(Stored data entries)
= = =

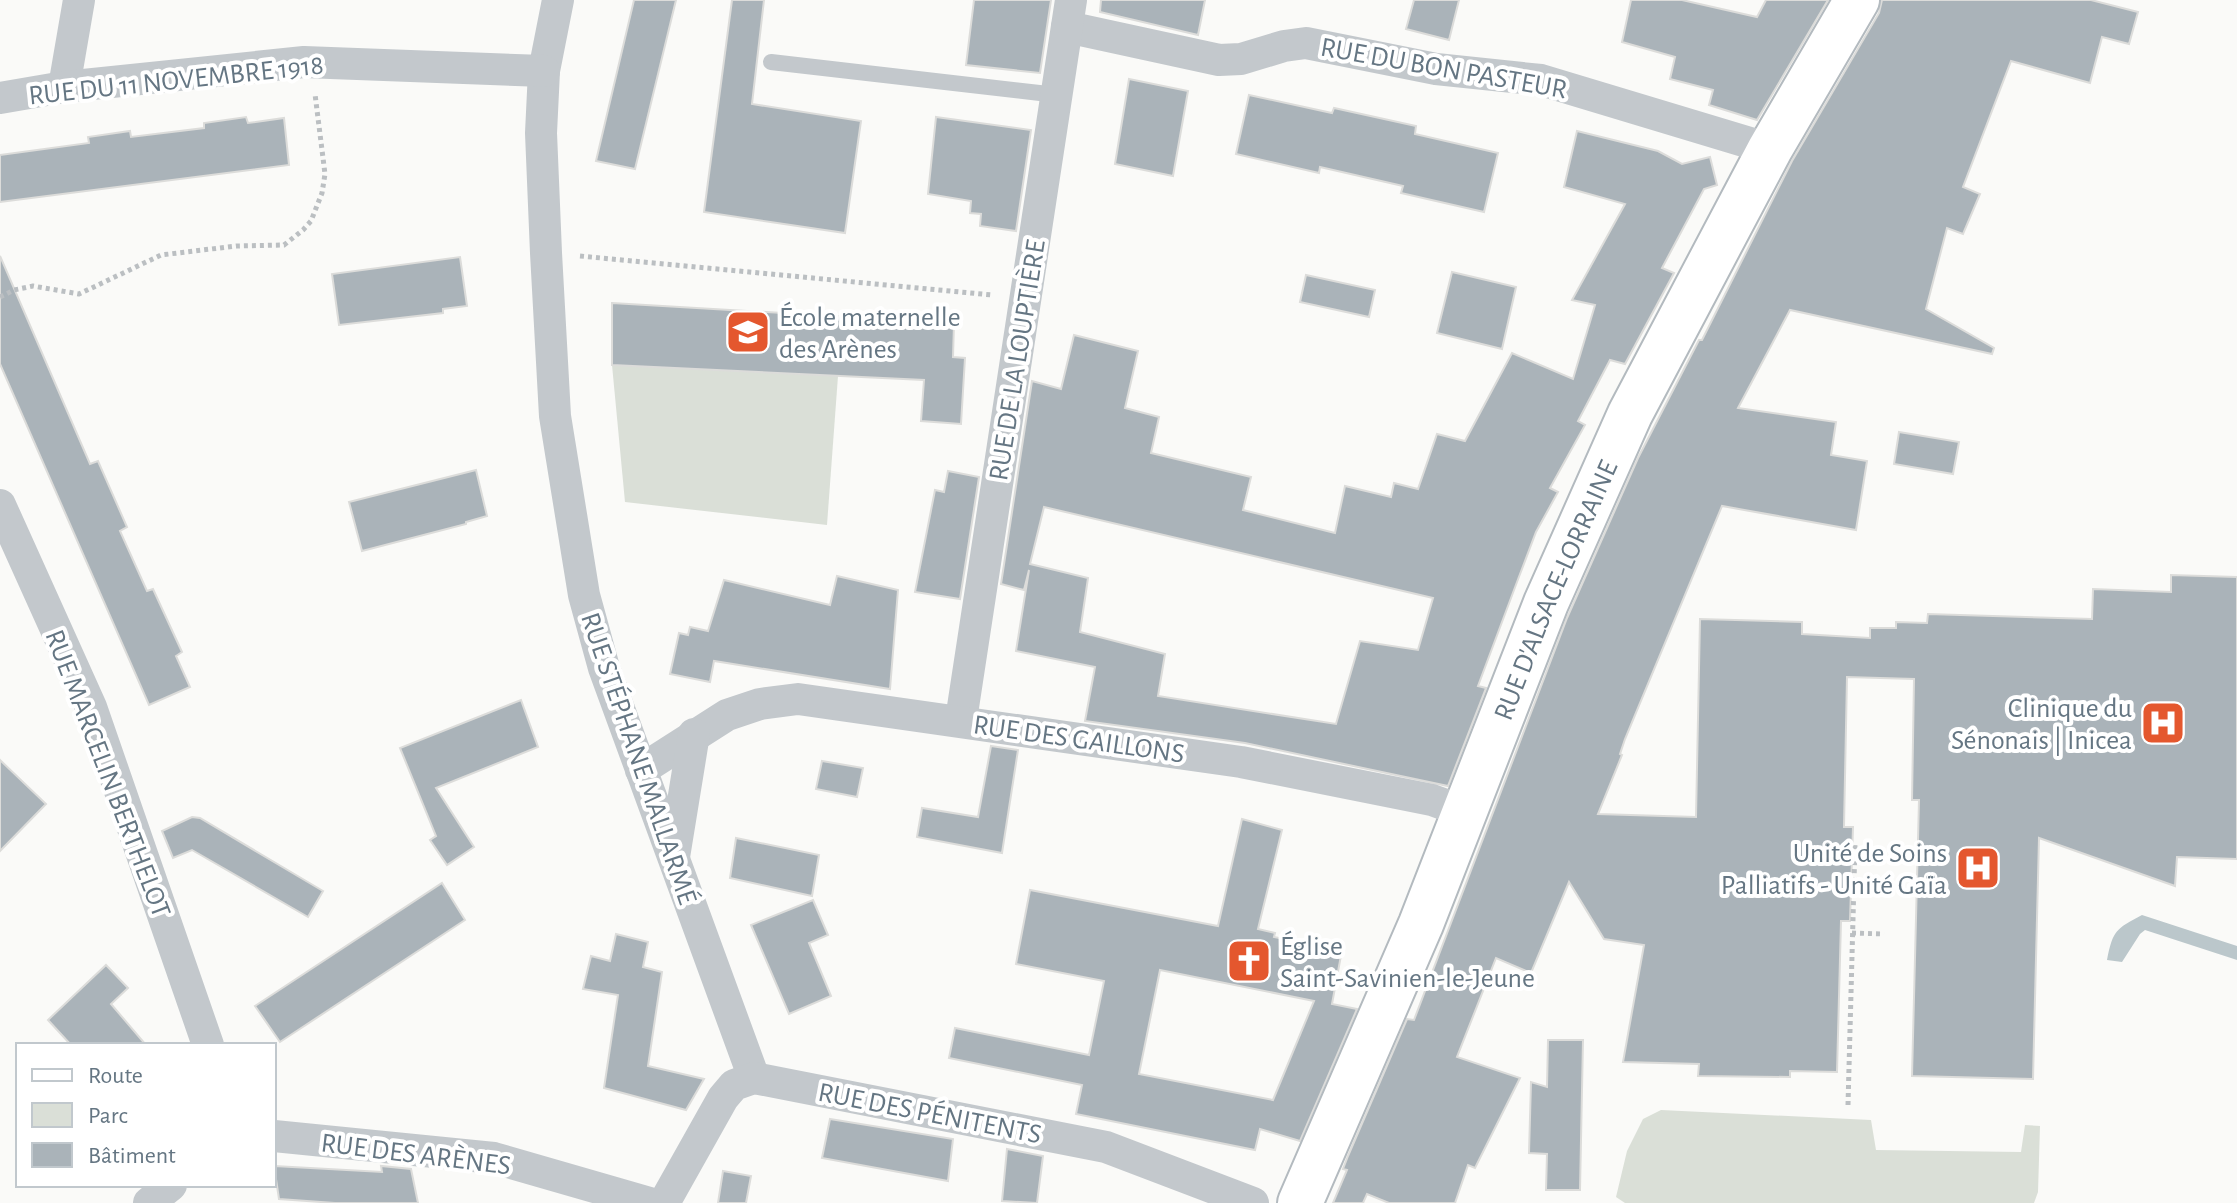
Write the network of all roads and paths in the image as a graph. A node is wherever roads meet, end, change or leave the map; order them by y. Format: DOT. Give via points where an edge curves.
graph roads {
  1 [pos="79,0"];
  2 [pos="558,0"];
  3 [pos="1857,0"];
  4 [pos="1069,14"];
  5 [pos="311,62"];
  6 [pos="771,62"];
  7 [pos="544,71"];
  8 [pos="64,87"];
  9 [pos="1057,95"];
  10 [pos="0,98"];
  11 [pos="1770,149"];
  12 [pos="546,253"];
  13 [pos="0,297"];
  14 [pos="1025,298"];
  15 [pos="0,505"];
  16 [pos="961,720"];
  17 [pos="694,734"];
  18 [pos="641,770"];
  19 [pos="1465,812"];
  20 [pos="1855,844"];
  21 [pos="674,858"];
  22 [pos="1852,933"];
  23 [pos="1884,934"];
  24 [pos="207,1043"];
  25 [pos="754,1078"];
  26 [pos="1848,1105"];
  27 [pos="276,1136"];
  28 [pos="169,1187"];
  29 [pos="149,1203"];
  30 [pos="650,1203"];
  31 [pos="664,1203"];
  32 [pos="1253,1203"];
  33 [pos="1300,1203"];
  1 -- 8 [label="street"];
  2 -- 7 [label="street, RUE STÉPHANE MALLARMÉ"];
  3 -- 11 [label="street, RUE D'ALSACE-LORRAINE"];
  4 -- 9 [label="street, RUE DE LA LOUPTIÈRE"];
  4 -- 11 [label="street, RUE DU BON PASTEUR" via="1219,60 1306,43 1436,69 1541,80"];
  5 -- 7 [label="street, RUE DU 11 NOVEMBRE 1918"];
  5 -- 8 [label="street, RUE DU 11 NOVEMBRE 1918"];
  5 -- 13 [label="path" via="325,174 319,207 292,239 284,245 161,255 79,294 33,286"];
  6 -- 9 [label="lane"];
  7 -- 12 [label="street, RUE STÉPHANE MALLARMÉ"];
  8 -- 10 [label="street, RUE DU 11 NOVEMBRE 1918"];
  9 -- 14 [label="street, RUE DE LA LOUPTIÈRE"];
  11 -- 19 [label="street, RUE D'ALSACE-LORRAINE" via="1630,414 1546,603"];
  12 -- 14 [label="path"];
  12 -- 18 [label="street, RUE STÉPHANE MALLARMÉ" via="555,416 584,595"];
  14 -- 16 [label="street, RUE DE LA LOUPTIÈRE"];
  15 -- 24 [label="street, RUE MARCELIN BERTHELOT" via="91,707"];
  16 -- 17 [label="street, RUE DES GAILLONS" via="798,699 727,715"];
  16 -- 19 [label="street, RUE DES GAILLONS" via="1241,762 1327,787 1432,800"];
  17 -- 18 [label="street, RUE DES GAILLONS"];
  17 -- 21 [label="street"];
  18 -- 21 [label="street, RUE STÉPHANE MALLARMÉ"];
  19 -- 33 [label="street, RUE D'ALSACE-LORRAINE" via="1428,879"];
  20 -- 22 [label="path"];
  21 -- 25 [label="street, RUE STÉPHANE MALLARMÉ"];
  22 -- 23 [label="path"];
  22 -- 26 [label="path"];
  25 -- 31 [label="street" via="734,1085 723,1098"];
  25 -- 32 [label="street, RUE DES PÉNITENTS" via="1106,1147"];
  27 -- 30 [label="street, RUE DES ARÈNES" via="494,1158"];
  28 -- 29 [label="street"];
}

= = =

WHAT IS EXPECTED: Skip every image and output the remaining records exactly.

WRITTEN RESPONSE:
Write the network of all roads and paths in the image as a graph. A node is wherever roads meet, end, change or leave the map; order them by y. Format: DOT. Give via points where an edge curves.
graph roads {
  1 [pos="79,0"];
  2 [pos="558,0"];
  3 [pos="1857,0"];
  4 [pos="1069,14"];
  5 [pos="311,62"];
  6 [pos="771,62"];
  7 [pos="544,71"];
  8 [pos="64,87"];
  9 [pos="1057,95"];
  10 [pos="0,98"];
  11 [pos="1770,149"];
  12 [pos="546,253"];
  13 [pos="0,297"];
  14 [pos="1025,298"];
  15 [pos="0,505"];
  16 [pos="961,720"];
  17 [pos="694,734"];
  18 [pos="641,770"];
  19 [pos="1465,812"];
  20 [pos="1855,844"];
  21 [pos="674,858"];
  22 [pos="1852,933"];
  23 [pos="1884,934"];
  24 [pos="207,1043"];
  25 [pos="754,1078"];
  26 [pos="1848,1105"];
  27 [pos="276,1136"];
  28 [pos="169,1187"];
  29 [pos="149,1203"];
  30 [pos="650,1203"];
  31 [pos="664,1203"];
  32 [pos="1253,1203"];
  33 [pos="1300,1203"];
  1 -- 8 [label="street"];
  2 -- 7 [label="street, RUE STÉPHANE MALLARMÉ"];
  3 -- 11 [label="street, RUE D'ALSACE-LORRAINE"];
  4 -- 9 [label="street, RUE DE LA LOUPTIÈRE"];
  4 -- 11 [label="street, RUE DU BON PASTEUR" via="1219,60 1306,43 1436,69 1541,80"];
  5 -- 7 [label="street, RUE DU 11 NOVEMBRE 1918"];
  5 -- 8 [label="street, RUE DU 11 NOVEMBRE 1918"];
  5 -- 13 [label="path" via="325,174 319,207 292,239 284,245 161,255 79,294 33,286"];
  6 -- 9 [label="lane"];
  7 -- 12 [label="street, RUE STÉPHANE MALLARMÉ"];
  8 -- 10 [label="street, RUE DU 11 NOVEMBRE 1918"];
  9 -- 14 [label="street, RUE DE LA LOUPTIÈRE"];
  11 -- 19 [label="street, RUE D'ALSACE-LORRAINE" via="1630,414 1546,603"];
  12 -- 14 [label="path"];
  12 -- 18 [label="street, RUE STÉPHANE MALLARMÉ" via="555,416 584,595"];
  14 -- 16 [label="street, RUE DE LA LOUPTIÈRE"];
  15 -- 24 [label="street, RUE MARCELIN BERTHELOT" via="91,707"];
  16 -- 17 [label="street, RUE DES GAILLONS" via="798,699 727,715"];
  16 -- 19 [label="street, RUE DES GAILLONS" via="1241,762 1327,787 1432,800"];
  17 -- 18 [label="street, RUE DES GAILLONS"];
  17 -- 21 [label="street"];
  18 -- 21 [label="street, RUE STÉPHANE MALLARMÉ"];
  19 -- 33 [label="street, RUE D'ALSACE-LORRAINE" via="1428,879"];
  20 -- 22 [label="path"];
  21 -- 25 [label="street, RUE STÉPHANE MALLARMÉ"];
  22 -- 23 [label="path"];
  22 -- 26 [label="path"];
  25 -- 31 [label="street" via="734,1085 723,1098"];
  25 -- 32 [label="street, RUE DES PÉNITENTS" via="1106,1147"];
  27 -- 30 [label="street, RUE DES ARÈNES" via="494,1158"];
  28 -- 29 [label="street"];
}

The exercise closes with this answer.